Simpatizo com ideais de candidatos progressistas, que defendam mudanças profundas no sistema político e social do país, que acreditam, como eu, que a pobreza e a violência têm razões sociais para existir – não apenas sociais, mas principalmente –, e que a tal da reforma política só vai acontecer com participação intensa da população. Acho que o Brasil não tem nada de inferior com relação a países mais avançados e socialmente desenvolvidos, mas é necessário frisar que, enquanto continuarmos a eleger as mesmas pessoas sem tomar qualquer critério, será difícil conquistar alterações significativas. É impossível negar os avanços dos últimos tempos, ocorridos durante os doze anos nos quais o PT esteve à frente da administração do país, mas mesmo este modelo precisa ser repensado, e a presidente Dilma, na hipótese de ser reeleita, parece saber disso.
Seus princípios e seu modo de pensar podem ser muito diferentes dos meus, e isso é desejável numa sociedade democrática, desde que todos possamos conviver de maneira pacífica e respeitosa. Escolha seus candidatos, caso ainda não tenha feito isso, de acordo com os seus critérios e a sua forma de ver a sociedade e a coisa pública. Clame pela pessoa pública que respeite a liberdade dos outros, por aquele político que sabe valorizar as diferenças, que não pense com a cabeça do século XIX. E ainda que você escolha um político que tenha todos esses valores antiquados, que a meu ver deveriam ter ficado restritos a outros tempos, o faça com o necessário critério. Certifique-se de que essa pessoa irá de fato representar os seus interesses e os do grupo social ao qual você pertence. Assim você poderá dizer que usou o seu voto como o instrumento político mais poderoso de que dispõe o cidadão, e escolheu seu candidato como uma pessoa consciente de seus deveres.

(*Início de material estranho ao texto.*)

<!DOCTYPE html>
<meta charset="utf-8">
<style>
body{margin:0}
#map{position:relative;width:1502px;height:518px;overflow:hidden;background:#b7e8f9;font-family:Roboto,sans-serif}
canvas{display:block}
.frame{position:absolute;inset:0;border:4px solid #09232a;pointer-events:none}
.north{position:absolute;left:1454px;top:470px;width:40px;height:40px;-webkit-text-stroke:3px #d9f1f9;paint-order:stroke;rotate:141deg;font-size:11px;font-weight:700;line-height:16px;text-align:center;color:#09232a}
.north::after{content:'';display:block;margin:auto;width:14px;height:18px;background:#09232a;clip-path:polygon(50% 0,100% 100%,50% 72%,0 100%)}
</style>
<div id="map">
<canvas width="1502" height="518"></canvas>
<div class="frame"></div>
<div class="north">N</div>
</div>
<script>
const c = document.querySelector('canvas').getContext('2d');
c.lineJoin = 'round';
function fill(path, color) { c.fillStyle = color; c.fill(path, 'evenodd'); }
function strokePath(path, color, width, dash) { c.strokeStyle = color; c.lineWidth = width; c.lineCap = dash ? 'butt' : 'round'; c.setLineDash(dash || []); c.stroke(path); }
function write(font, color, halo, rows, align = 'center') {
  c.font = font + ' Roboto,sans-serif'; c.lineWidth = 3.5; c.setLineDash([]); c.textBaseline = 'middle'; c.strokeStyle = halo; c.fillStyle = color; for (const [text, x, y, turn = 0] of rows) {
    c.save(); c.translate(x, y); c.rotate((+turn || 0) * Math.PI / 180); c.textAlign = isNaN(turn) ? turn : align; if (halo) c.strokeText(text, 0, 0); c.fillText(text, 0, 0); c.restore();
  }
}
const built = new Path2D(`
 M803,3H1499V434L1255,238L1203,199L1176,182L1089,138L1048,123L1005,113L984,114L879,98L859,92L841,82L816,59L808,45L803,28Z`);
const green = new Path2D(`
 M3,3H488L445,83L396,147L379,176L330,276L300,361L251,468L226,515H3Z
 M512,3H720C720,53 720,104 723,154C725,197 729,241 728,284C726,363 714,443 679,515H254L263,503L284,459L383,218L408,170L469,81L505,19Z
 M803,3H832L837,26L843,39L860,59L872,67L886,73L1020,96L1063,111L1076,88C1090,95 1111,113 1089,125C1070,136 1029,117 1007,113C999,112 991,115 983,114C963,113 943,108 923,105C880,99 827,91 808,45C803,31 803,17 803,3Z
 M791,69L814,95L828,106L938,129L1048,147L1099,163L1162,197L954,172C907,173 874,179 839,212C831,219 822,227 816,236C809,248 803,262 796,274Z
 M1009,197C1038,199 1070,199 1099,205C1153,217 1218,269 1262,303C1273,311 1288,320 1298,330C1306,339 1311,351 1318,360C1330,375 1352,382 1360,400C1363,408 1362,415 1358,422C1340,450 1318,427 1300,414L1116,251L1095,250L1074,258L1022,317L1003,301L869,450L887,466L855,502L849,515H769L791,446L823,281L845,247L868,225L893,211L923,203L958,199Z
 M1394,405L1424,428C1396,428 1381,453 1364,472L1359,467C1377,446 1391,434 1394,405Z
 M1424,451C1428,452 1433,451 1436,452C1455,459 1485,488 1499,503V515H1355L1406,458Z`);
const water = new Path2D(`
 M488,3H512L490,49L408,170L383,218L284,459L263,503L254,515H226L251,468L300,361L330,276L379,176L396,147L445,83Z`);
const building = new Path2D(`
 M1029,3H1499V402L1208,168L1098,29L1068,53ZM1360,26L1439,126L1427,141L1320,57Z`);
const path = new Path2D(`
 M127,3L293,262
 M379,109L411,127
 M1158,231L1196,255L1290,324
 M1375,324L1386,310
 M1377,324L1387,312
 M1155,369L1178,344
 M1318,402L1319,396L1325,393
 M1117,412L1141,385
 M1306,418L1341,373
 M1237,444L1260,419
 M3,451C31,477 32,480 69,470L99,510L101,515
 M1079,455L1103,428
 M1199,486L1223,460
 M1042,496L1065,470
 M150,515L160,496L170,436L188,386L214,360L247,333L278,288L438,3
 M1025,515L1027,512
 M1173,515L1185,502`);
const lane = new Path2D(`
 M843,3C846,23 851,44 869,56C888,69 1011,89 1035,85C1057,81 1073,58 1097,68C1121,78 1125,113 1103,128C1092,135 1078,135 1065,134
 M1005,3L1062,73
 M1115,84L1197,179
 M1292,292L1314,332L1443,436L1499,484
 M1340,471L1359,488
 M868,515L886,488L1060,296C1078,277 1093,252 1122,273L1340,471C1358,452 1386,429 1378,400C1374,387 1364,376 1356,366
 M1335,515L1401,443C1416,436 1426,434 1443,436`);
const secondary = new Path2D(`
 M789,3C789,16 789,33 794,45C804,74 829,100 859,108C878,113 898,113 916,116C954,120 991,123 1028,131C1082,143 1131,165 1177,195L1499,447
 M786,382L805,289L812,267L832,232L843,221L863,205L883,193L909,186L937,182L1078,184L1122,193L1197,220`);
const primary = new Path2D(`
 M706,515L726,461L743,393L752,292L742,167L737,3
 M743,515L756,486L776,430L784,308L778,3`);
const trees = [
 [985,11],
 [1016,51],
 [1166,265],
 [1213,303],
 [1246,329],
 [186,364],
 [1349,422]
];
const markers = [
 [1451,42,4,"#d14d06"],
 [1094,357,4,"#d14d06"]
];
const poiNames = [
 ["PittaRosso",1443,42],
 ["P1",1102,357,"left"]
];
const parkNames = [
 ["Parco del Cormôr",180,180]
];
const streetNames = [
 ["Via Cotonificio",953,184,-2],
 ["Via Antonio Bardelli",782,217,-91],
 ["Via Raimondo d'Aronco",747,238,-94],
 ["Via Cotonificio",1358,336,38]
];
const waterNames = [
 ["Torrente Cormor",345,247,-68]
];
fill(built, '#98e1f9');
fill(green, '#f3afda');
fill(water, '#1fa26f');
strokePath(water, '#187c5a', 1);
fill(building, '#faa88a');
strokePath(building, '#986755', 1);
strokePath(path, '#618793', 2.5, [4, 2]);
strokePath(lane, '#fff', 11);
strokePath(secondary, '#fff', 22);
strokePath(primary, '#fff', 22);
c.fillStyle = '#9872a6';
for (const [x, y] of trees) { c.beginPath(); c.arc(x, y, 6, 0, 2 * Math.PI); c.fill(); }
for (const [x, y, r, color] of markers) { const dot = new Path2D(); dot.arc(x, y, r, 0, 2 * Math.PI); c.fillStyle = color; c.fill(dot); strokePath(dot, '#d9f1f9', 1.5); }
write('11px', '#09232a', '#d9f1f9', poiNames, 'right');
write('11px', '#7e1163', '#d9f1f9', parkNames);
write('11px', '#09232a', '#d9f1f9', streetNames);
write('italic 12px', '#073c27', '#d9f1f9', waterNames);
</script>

Faltam duas semanas para as eleições. Há tempo mais que suficiente para formar uma base e escolher todos os cinco homens e mulheres nos quais votaremos neste ano. Faça-o de modo que, no futuro, você possa se orgulhar de suas escolhas, quando o nosso país for um pouco mais justo e igualitário, e a pessoa que você escolheu hoje tenha contribuído para isso amanhã.